Reproduce the entries that follow exactly. No picture should appear in the result.

***** RECORDS SHOWN *****

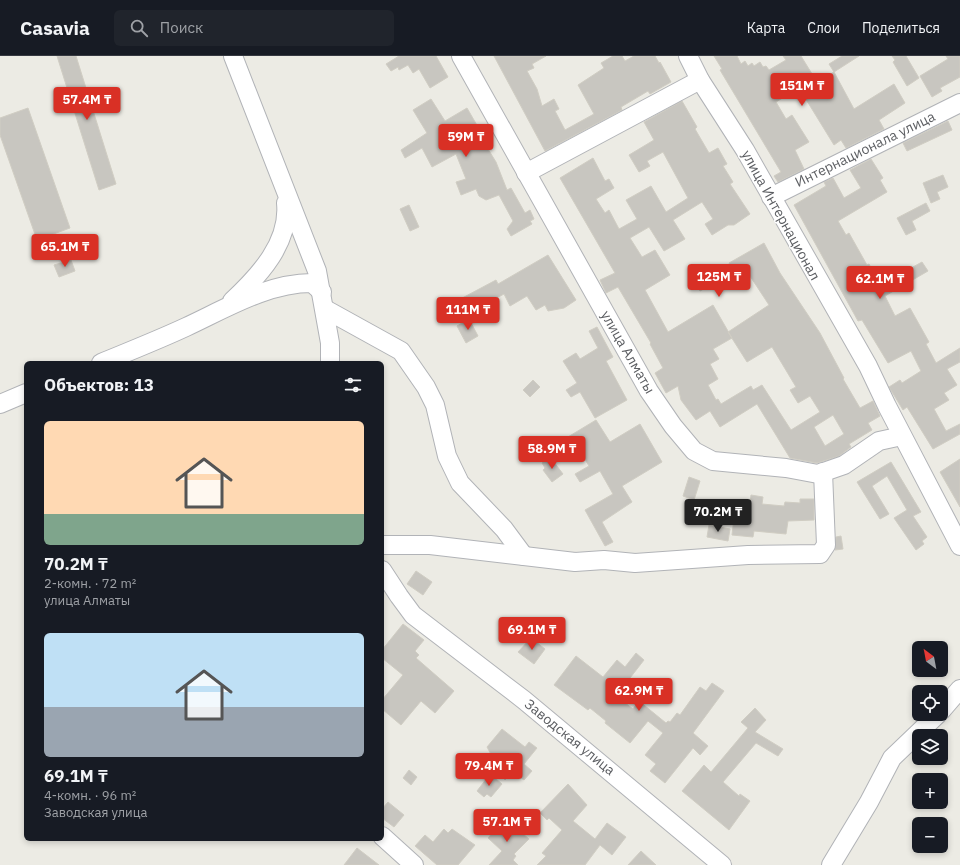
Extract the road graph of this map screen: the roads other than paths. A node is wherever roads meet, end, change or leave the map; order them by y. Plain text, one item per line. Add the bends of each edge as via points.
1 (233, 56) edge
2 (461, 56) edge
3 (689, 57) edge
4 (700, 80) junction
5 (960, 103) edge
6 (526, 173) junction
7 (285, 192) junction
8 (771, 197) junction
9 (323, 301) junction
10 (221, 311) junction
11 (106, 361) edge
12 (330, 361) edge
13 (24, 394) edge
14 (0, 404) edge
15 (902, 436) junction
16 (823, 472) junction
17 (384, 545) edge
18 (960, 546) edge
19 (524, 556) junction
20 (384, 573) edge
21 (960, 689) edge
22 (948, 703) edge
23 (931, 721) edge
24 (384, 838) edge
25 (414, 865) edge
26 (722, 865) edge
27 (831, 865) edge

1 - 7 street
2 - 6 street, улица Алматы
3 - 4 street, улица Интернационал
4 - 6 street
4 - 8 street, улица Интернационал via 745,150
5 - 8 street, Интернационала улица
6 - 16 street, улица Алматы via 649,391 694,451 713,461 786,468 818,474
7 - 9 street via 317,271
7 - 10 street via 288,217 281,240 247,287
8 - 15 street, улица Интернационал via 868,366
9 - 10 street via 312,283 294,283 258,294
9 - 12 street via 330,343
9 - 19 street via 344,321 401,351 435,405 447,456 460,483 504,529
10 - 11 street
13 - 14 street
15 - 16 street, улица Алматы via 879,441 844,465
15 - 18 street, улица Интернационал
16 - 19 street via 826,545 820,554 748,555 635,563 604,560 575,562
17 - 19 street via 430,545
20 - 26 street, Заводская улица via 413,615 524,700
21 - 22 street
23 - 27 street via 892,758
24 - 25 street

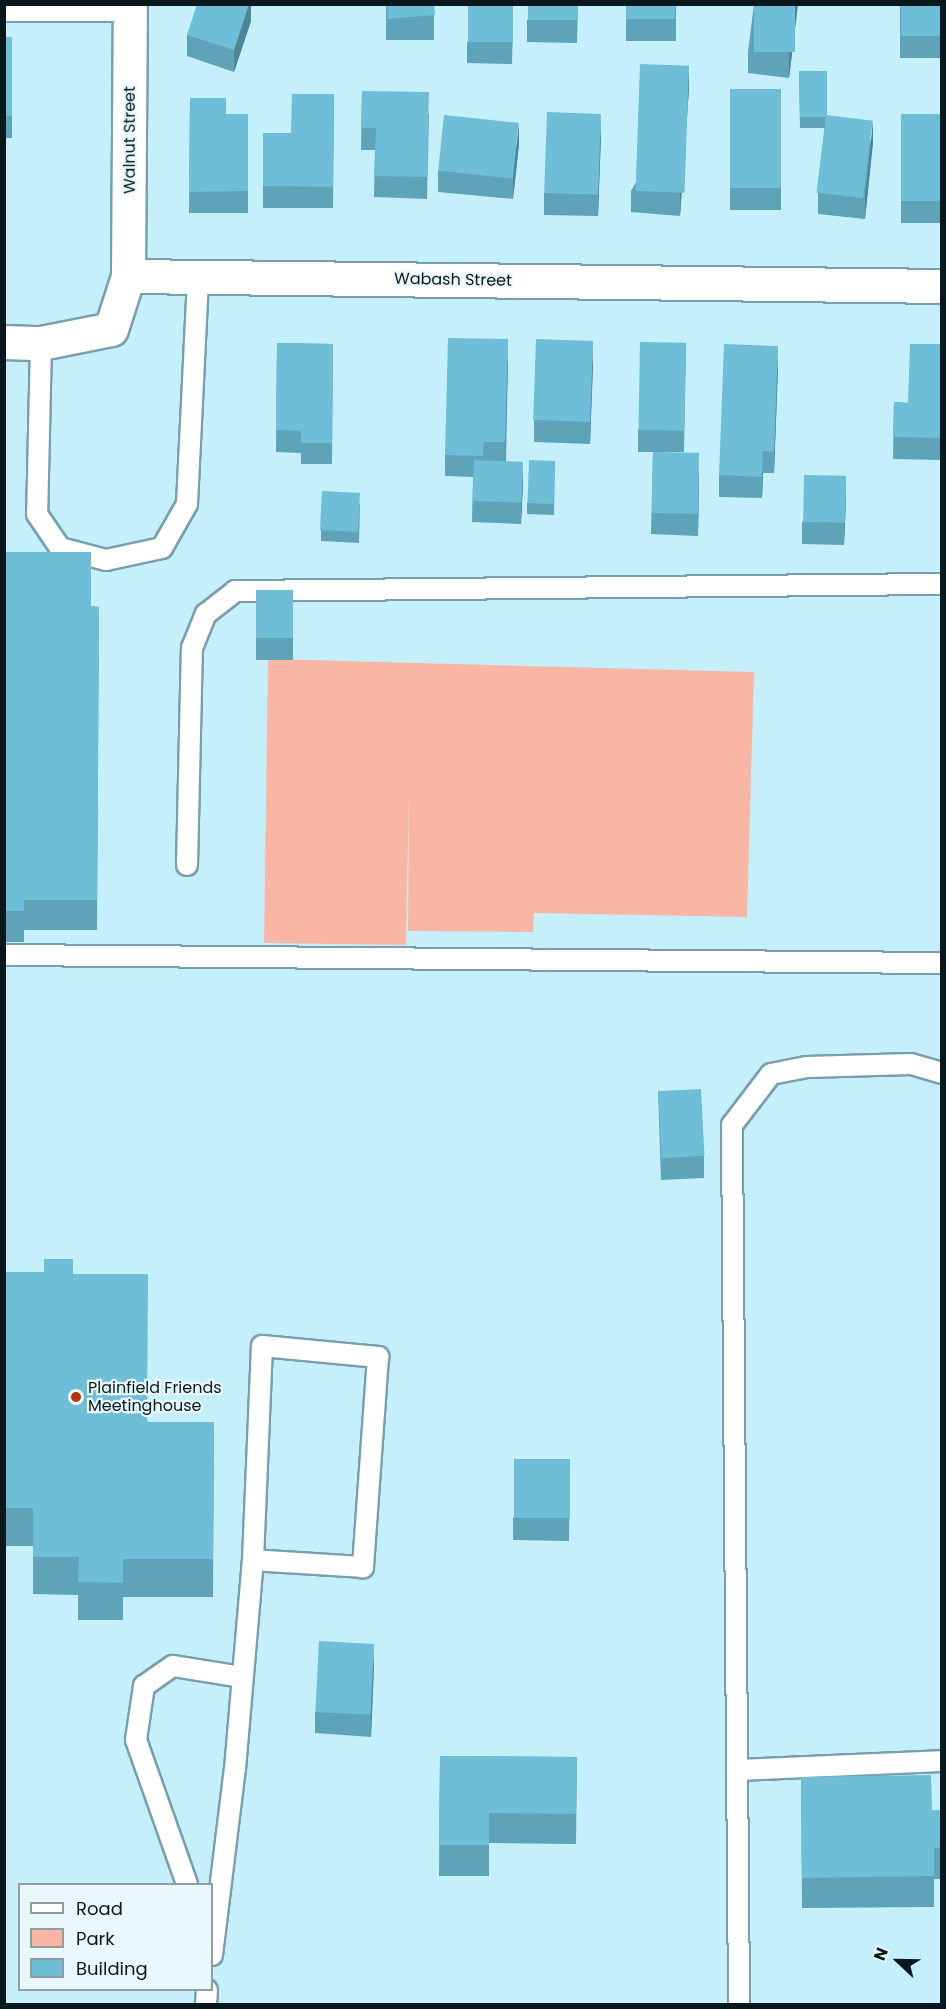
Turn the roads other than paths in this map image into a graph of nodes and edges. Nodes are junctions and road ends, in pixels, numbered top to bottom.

*****

> RESULT OF THE EXERCISE
Extract the road graph of this map screen: the roads other than paths. A node is wherever roads meet, end, change or leave the map; order them by y. Plain text, one item per line. Add the bends of each edge as via points.
1 (233, 56) edge
2 (461, 56) edge
3 (689, 57) edge
4 (700, 80) junction
5 (960, 103) edge
6 (526, 173) junction
7 (285, 192) junction
8 (771, 197) junction
9 (323, 301) junction
10 (221, 311) junction
11 (106, 361) edge
12 (330, 361) edge
13 (24, 394) edge
14 (0, 404) edge
15 (902, 436) junction
16 (823, 472) junction
17 (384, 545) edge
18 (960, 546) edge
19 (524, 556) junction
20 (384, 573) edge
21 (960, 689) edge
22 (948, 703) edge
23 (931, 721) edge
24 (384, 838) edge
25 (414, 865) edge
26 (722, 865) edge
27 (831, 865) edge

1 - 7 street
2 - 6 street, улица Алматы
3 - 4 street, улица Интернационал
4 - 6 street
4 - 8 street, улица Интернационал via 745,150
5 - 8 street, Интернационала улица
6 - 16 street, улица Алматы via 649,391 694,451 713,461 786,468 818,474
7 - 9 street via 317,271
7 - 10 street via 288,217 281,240 247,287
8 - 15 street, улица Интернационал via 868,366
9 - 10 street via 312,283 294,283 258,294
9 - 12 street via 330,343
9 - 19 street via 344,321 401,351 435,405 447,456 460,483 504,529
10 - 11 street
13 - 14 street
15 - 16 street, улица Алматы via 879,441 844,465
15 - 18 street, улица Интернационал
16 - 19 street via 826,545 820,554 748,555 635,563 604,560 575,562
17 - 19 street via 430,545
20 - 26 street, Заводская улица via 413,615 524,700
21 - 22 street
23 - 27 street via 892,758
24 - 25 street

Turn the roads other than paths in this map image into a graph of nodes and edges. Nodes are junctions and road ends, in pixels, numbered top to bottom.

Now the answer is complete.